Он не заметил, сколько пролетело времени в мрачных раздумьях, чередующихся то надеждой, то мыслями о Даше, Ане, Марине… Иван недоумевал, видя хитросплетения человеческих судеб, многообразие эмоций, которые можно испытывать одному и тому же человеку, и… как одновременно могут храниться в ячейках мозга горестное осознание смерти самого близкого человека и радостное предвкушение совместной поездки с другим любимым человеком? Удивительно, как быстро человек привыкает и к плохим, и к хорошим новостям. Еще несколько часов назад Ивану Гурьеву вообще не пришло бы в голову задуматься о смерти. А теперь она, как полноправный член семьи, потихоньку, без приглашения поселилась в его доме, рассчитывая присутствовать на всех домашних мероприятиях, жить в одной комнате с бабулей, сидеть с ними за столом… Странно. Как будто так было всегда. Может, бабуля права, надо действительно философски относиться к факту, что исход предопределен свыше?

Смерть, которая уже приближалась к Ивану в детстве и заглядывала страшными пустыми глазницами в его семью, вновь обратила свое отвратительное рыло к Ивану. На этот раз ему не было так страшно; он понимал, что придется привыкать к этому чудовищу.

Может быть, бабуле доведется встретиться с мамой и папой?

Как ни странно, эти мысли успокоили Ивана. Смерть стала казаться закономерным концом жизни, даже ее завершающей частью. Пока Иван в раздумьях сидел в гостиной, Аня пришла с работы. Она сразу поняла, в чем дело.

Как ни странно, все, кроме Ивана, давно знали о болезни Анны Федоровны. Она велела им не говорить Ивану, пока диагноз не подтвердится. Ко всем домашним отнесли даже Алену и ее мужа Арсена, а вот Ивана Гурьева – самого родного, самого близкого и любимого бабулей человека, решили поберечь.
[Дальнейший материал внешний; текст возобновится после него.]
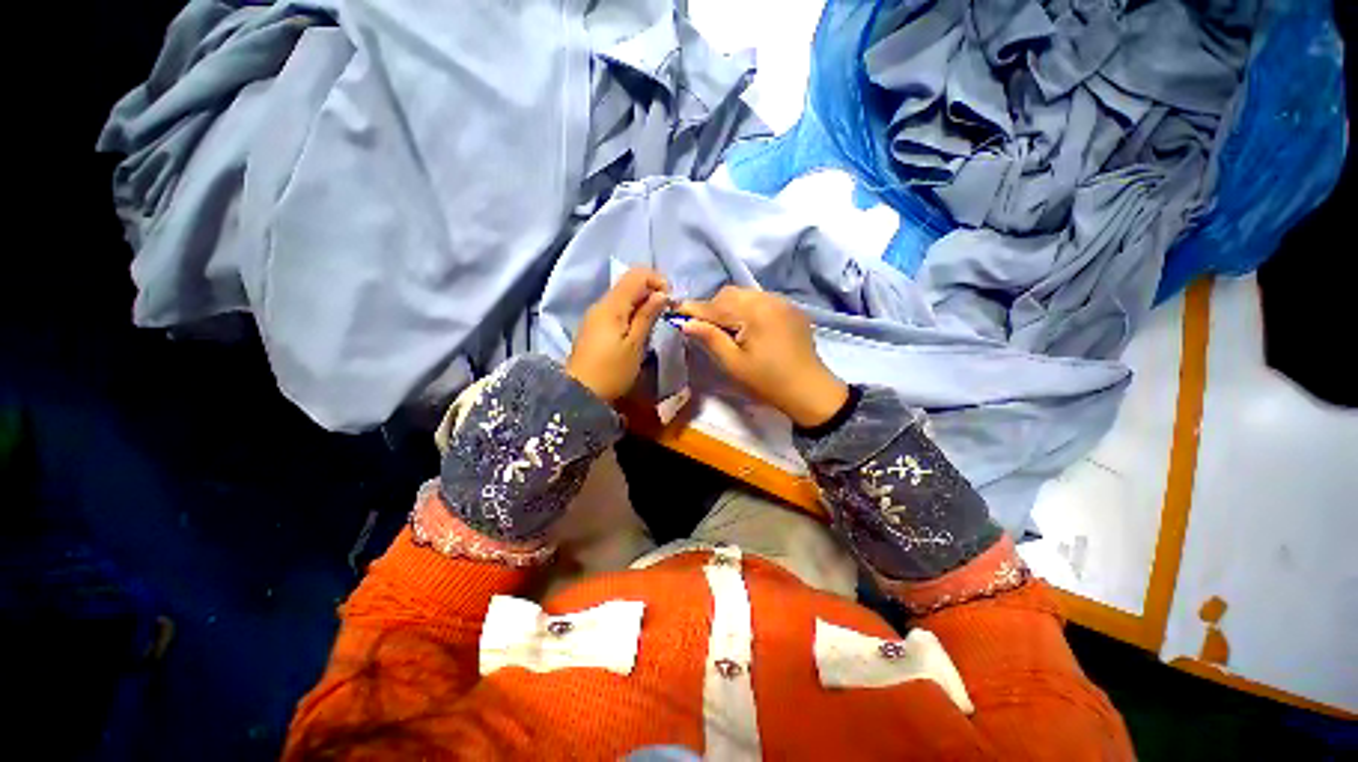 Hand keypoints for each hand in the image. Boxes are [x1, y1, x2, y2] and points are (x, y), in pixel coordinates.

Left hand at [566, 267, 669, 400]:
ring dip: (642, 302)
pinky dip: (631, 312)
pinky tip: (639, 329)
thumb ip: (647, 315)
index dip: (657, 280)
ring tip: (655, 321)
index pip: (637, 274)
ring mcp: (595, 314)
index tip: (670, 300)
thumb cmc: (612, 370)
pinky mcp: (594, 326)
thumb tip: (661, 294)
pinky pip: (616, 309)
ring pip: (623, 296)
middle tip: (666, 312)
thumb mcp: (635, 344)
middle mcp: (601, 304)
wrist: (581, 393)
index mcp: (612, 305)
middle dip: (651, 291)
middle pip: (629, 283)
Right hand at [676, 287, 848, 427]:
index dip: (695, 309)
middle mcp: (769, 299)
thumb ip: (710, 338)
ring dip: (731, 307)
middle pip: (731, 294)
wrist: (809, 390)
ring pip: (746, 295)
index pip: (716, 305)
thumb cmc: (767, 380)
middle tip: (706, 328)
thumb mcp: (733, 363)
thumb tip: (686, 323)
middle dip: (714, 307)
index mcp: (754, 312)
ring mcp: (783, 302)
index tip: (676, 311)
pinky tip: (749, 327)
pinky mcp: (791, 309)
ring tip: (728, 329)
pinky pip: (762, 300)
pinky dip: (748, 308) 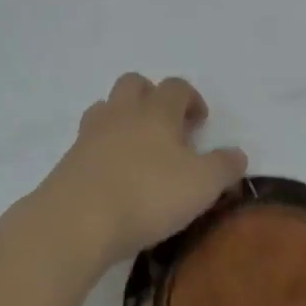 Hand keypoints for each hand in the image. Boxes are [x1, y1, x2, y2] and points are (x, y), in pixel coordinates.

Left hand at [34, 74, 246, 272]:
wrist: (76, 221)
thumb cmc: (148, 194)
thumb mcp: (203, 184)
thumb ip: (224, 166)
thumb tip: (237, 154)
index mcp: (156, 111)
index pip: (176, 87)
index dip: (191, 99)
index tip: (200, 123)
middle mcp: (121, 113)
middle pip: (134, 84)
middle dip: (152, 97)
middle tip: (167, 129)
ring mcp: (90, 135)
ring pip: (106, 109)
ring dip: (124, 120)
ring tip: (139, 151)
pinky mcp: (68, 162)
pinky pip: (89, 143)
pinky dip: (103, 152)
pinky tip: (114, 179)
Аня присела на краешек стула рядом с Иваном и осторожно положила руку поверх его руки.

Иван внутренне содрогнулся от выражения глаз материсвоегоребенка, в них читалось такое непомерное сочувствие, неизгладимая боль и смертельная тоска, и вместе со всем этим готовность терпеть и вынести все, что будет нужно. В них жила любовь.

У сильного взрослого мужчины из глаз хлынули слезы.

– Поплачь, поплачь, – гладила его по голове Аня. – Не стесняйся, плачь. Так будет легче. – Она принесла ему воды и холодное полотенце.

– Налей мне коньяка, – попросил Иван.

– Не нужно, завтра будет плохо. И ей тоже будет плохо, если она будет знать, что тебе плохо.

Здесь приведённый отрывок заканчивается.